Go through the entries below. Copy each line in which "Diecinueve" appears.

:::::

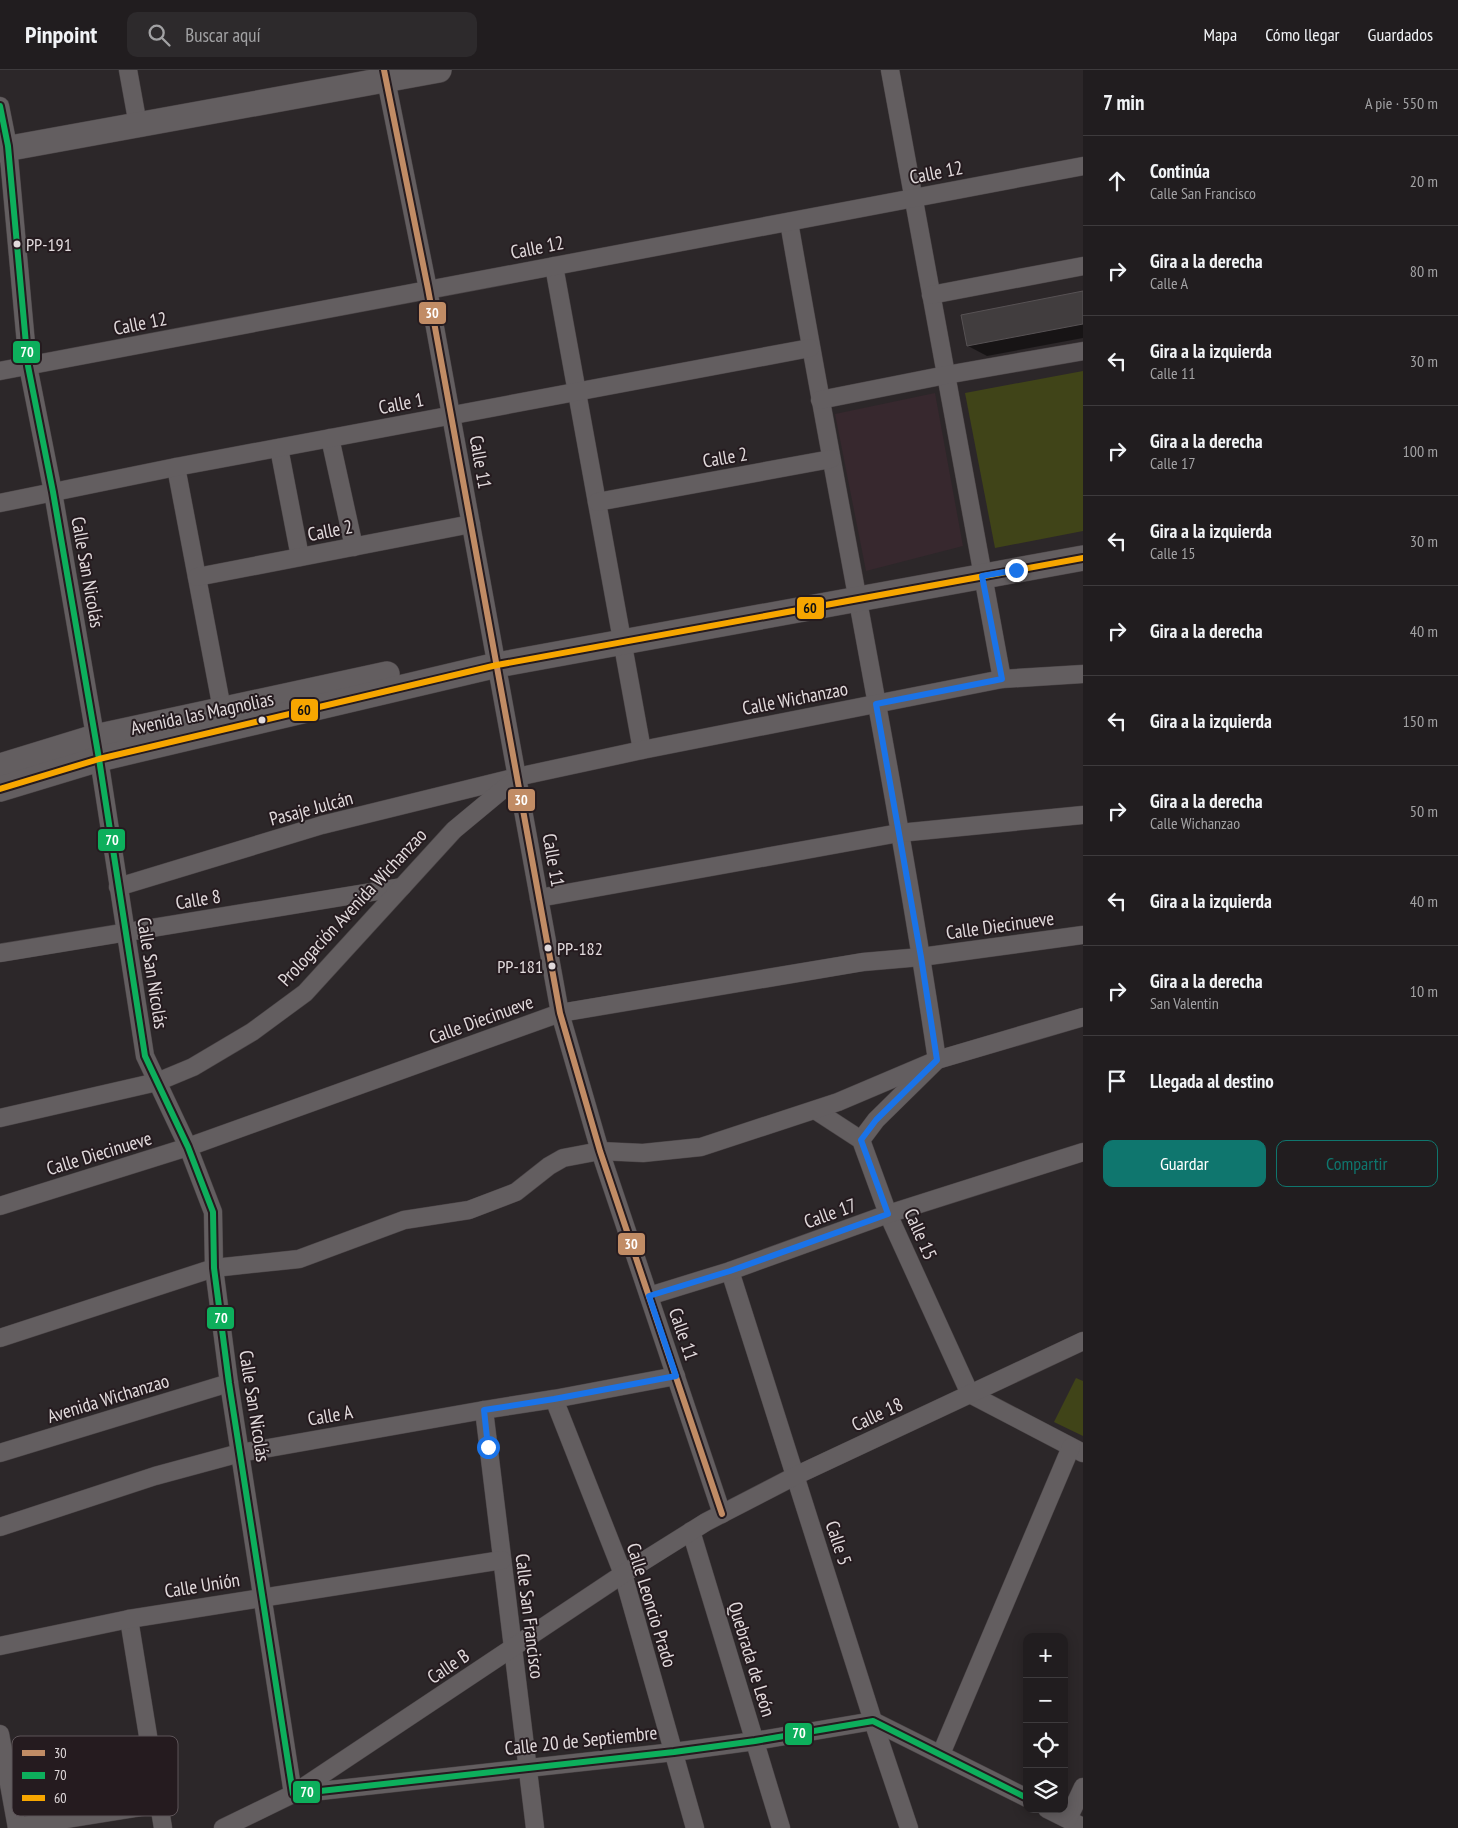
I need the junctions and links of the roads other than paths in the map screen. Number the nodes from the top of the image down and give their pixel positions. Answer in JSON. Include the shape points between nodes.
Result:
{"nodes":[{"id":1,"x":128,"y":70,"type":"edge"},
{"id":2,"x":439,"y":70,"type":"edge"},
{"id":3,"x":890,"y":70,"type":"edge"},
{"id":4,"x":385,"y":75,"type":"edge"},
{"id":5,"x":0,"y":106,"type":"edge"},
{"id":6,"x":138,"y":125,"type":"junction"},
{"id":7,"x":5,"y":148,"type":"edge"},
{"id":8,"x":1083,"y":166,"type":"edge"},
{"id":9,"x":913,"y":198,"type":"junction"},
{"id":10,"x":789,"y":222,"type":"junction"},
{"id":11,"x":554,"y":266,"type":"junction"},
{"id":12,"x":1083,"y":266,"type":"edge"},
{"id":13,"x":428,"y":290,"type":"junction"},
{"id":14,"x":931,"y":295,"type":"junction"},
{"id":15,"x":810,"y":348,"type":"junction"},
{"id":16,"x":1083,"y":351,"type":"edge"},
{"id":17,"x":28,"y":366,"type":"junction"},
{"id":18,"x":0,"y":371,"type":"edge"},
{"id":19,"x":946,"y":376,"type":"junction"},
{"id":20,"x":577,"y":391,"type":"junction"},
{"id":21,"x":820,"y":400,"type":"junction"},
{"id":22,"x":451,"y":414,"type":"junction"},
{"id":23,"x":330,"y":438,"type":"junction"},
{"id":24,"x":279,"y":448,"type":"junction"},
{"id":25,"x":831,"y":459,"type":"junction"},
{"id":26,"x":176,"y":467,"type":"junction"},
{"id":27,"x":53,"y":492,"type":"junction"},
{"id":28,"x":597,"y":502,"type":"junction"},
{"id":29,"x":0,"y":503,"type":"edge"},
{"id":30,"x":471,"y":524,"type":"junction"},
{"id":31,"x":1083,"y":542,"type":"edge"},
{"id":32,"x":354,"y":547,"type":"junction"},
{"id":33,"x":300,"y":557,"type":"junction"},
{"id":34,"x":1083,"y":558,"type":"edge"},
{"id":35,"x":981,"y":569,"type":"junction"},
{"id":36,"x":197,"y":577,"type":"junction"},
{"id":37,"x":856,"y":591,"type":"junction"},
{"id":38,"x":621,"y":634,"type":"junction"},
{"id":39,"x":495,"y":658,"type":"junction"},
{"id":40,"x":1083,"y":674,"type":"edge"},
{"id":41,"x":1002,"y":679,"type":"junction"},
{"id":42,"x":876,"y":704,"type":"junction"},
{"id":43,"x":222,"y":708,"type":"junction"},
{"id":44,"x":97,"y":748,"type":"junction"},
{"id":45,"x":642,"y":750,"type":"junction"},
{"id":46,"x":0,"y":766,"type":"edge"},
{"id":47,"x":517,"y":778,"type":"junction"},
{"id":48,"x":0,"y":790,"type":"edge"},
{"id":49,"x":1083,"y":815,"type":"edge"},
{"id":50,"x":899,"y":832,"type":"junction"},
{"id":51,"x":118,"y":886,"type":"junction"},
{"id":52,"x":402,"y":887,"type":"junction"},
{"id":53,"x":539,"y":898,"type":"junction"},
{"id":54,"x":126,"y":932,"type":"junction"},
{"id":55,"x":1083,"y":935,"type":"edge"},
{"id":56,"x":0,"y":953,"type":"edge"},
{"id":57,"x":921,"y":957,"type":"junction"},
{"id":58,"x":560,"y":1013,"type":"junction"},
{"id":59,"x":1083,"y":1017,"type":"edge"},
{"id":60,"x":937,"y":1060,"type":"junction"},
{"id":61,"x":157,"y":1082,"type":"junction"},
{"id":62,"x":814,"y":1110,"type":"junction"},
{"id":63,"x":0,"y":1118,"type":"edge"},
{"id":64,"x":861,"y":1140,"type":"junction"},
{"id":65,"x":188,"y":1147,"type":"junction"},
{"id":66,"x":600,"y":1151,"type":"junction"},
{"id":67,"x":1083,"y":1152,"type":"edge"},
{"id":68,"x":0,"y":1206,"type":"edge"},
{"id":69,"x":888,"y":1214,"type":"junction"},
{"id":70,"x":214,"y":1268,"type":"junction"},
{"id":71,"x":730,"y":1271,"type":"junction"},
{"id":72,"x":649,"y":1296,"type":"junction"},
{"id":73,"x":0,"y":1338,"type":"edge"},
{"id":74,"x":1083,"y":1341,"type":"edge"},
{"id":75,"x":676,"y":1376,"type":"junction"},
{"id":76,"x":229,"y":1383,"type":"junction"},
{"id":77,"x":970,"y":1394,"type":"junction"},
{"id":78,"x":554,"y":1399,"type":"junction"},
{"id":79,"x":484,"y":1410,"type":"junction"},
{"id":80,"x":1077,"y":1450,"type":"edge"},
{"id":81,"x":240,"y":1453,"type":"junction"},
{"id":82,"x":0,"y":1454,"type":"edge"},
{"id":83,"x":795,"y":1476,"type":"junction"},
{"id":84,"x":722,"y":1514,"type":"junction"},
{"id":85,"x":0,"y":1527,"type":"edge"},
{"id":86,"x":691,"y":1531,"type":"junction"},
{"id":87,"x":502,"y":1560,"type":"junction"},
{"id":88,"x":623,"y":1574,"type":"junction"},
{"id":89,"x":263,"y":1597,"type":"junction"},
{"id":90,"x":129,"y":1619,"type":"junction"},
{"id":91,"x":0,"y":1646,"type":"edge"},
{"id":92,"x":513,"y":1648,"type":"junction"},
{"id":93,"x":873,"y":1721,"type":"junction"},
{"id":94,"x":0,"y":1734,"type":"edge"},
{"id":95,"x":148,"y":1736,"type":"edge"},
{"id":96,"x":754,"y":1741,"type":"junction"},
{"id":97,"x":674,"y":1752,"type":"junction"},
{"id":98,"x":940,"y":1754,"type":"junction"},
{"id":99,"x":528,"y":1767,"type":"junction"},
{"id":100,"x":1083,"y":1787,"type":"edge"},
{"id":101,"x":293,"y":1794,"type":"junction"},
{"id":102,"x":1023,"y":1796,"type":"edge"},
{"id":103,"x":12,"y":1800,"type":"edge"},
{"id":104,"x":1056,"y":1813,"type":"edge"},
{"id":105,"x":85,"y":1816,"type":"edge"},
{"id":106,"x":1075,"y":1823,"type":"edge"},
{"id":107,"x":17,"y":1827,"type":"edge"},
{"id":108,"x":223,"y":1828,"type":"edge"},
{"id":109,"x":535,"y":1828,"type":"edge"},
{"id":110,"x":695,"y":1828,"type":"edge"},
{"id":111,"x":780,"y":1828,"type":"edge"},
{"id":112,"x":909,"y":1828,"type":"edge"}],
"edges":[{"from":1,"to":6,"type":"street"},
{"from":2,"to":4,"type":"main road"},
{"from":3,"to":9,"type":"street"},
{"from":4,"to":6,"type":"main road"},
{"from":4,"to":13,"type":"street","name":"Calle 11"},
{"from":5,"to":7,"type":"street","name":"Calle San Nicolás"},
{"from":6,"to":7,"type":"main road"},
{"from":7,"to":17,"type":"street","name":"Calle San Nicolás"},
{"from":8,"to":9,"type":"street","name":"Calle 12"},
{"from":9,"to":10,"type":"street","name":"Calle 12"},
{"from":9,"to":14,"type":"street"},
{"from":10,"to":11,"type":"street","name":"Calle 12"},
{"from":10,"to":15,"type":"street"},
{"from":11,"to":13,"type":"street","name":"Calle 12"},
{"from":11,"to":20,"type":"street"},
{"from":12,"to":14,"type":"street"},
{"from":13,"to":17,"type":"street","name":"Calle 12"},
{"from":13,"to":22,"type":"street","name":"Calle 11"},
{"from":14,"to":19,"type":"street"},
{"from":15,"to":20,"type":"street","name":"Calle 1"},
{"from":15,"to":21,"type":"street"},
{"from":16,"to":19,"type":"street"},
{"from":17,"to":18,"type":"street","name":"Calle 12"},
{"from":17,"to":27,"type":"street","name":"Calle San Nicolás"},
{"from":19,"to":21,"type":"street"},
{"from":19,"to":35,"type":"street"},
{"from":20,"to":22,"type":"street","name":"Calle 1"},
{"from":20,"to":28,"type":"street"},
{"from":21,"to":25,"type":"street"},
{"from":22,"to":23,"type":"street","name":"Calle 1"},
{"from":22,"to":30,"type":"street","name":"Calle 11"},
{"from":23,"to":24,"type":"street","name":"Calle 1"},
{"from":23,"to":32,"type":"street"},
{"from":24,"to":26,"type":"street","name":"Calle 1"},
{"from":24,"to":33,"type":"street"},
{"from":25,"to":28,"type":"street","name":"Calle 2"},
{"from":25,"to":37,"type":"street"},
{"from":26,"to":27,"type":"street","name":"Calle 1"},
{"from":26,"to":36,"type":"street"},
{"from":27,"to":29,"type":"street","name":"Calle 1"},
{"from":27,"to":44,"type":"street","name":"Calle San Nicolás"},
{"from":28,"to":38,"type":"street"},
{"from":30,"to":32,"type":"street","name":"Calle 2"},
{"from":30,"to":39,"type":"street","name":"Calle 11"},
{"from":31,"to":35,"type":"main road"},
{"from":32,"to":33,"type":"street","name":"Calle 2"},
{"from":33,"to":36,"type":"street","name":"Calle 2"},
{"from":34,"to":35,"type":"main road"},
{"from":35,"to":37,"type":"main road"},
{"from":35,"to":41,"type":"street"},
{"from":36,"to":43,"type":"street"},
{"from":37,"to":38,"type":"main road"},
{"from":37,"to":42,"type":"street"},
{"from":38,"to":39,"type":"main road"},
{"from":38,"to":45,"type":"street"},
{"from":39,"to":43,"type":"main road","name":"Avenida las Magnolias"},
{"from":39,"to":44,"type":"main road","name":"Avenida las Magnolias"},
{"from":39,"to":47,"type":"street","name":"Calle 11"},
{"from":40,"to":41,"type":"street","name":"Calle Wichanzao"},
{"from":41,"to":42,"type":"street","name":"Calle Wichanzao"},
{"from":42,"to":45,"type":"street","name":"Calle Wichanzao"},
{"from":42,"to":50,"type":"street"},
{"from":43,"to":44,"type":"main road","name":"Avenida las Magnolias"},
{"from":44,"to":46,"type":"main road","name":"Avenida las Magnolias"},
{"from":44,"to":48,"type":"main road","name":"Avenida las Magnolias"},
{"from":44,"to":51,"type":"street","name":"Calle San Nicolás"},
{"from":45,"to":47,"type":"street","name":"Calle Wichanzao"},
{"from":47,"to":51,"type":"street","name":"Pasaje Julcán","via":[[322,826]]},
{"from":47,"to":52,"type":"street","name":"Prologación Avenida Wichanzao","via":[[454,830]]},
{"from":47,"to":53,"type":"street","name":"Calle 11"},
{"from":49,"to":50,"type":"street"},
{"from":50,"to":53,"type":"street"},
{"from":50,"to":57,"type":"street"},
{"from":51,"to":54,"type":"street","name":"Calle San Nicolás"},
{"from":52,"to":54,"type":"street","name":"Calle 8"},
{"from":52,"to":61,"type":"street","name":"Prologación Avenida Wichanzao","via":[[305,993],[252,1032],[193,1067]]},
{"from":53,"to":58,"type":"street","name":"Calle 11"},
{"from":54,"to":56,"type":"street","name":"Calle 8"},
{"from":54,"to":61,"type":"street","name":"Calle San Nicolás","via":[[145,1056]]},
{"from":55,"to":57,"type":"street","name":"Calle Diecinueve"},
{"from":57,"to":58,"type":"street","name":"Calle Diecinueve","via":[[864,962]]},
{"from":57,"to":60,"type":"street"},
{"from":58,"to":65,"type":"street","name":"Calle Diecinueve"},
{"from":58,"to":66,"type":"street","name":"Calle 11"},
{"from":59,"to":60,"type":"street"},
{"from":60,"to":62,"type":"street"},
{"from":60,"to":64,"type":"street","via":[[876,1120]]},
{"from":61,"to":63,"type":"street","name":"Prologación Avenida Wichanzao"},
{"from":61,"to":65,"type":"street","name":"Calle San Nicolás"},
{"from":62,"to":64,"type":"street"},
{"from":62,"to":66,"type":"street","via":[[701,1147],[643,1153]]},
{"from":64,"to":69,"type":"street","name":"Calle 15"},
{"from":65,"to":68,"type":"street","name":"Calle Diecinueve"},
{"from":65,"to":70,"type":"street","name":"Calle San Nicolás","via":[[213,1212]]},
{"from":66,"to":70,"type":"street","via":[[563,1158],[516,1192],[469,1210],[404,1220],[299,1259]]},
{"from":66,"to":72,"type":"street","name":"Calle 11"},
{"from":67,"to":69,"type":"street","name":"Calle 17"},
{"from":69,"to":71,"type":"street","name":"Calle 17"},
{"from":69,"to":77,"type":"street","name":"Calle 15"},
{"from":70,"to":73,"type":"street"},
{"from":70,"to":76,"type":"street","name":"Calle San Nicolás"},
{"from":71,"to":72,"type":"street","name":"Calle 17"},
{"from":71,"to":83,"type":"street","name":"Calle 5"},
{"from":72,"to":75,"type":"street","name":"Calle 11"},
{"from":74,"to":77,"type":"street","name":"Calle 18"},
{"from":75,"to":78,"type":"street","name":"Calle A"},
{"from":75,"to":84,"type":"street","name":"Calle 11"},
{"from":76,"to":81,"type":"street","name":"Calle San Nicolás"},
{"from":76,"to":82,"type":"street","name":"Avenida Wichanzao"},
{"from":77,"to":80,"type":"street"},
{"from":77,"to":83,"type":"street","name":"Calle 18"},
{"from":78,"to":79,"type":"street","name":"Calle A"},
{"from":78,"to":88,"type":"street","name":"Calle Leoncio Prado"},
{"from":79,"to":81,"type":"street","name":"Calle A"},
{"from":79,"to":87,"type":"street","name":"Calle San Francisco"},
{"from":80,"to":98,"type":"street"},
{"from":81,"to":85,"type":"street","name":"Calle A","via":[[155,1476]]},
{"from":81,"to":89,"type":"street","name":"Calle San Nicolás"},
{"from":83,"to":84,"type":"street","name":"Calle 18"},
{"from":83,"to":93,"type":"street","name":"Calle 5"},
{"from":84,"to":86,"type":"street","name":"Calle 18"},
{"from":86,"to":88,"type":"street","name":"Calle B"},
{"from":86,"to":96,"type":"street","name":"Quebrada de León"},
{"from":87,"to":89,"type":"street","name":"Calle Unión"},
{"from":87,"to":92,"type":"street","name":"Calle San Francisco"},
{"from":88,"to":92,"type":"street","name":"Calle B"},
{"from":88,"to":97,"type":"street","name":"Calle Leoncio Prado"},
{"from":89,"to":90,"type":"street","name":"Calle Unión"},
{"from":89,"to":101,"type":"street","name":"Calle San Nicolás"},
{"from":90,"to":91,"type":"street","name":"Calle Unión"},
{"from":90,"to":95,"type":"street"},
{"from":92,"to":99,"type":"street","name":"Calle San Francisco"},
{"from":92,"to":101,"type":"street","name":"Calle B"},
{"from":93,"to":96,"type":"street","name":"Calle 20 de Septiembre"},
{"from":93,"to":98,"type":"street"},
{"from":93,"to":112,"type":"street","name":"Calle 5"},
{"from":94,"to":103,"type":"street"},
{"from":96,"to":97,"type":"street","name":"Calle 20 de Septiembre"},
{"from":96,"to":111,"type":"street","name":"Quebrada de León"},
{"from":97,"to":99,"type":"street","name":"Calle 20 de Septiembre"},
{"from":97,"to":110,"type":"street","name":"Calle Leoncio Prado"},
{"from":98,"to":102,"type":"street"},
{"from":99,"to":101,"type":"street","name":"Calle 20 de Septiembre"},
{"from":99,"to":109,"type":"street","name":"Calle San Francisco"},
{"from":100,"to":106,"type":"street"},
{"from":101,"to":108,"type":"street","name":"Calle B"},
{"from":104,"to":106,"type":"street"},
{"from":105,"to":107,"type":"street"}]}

:::::

PROBLEM SOLUTION:
{"from":55,"to":57,"type":"street","name":"Calle Diecinueve"},
{"from":57,"to":58,"type":"street","name":"Calle Diecinueve","via":[[864,962]]},
{"from":58,"to":65,"type":"street","name":"Calle Diecinueve"},
{"from":65,"to":68,"type":"street","name":"Calle Diecinueve"},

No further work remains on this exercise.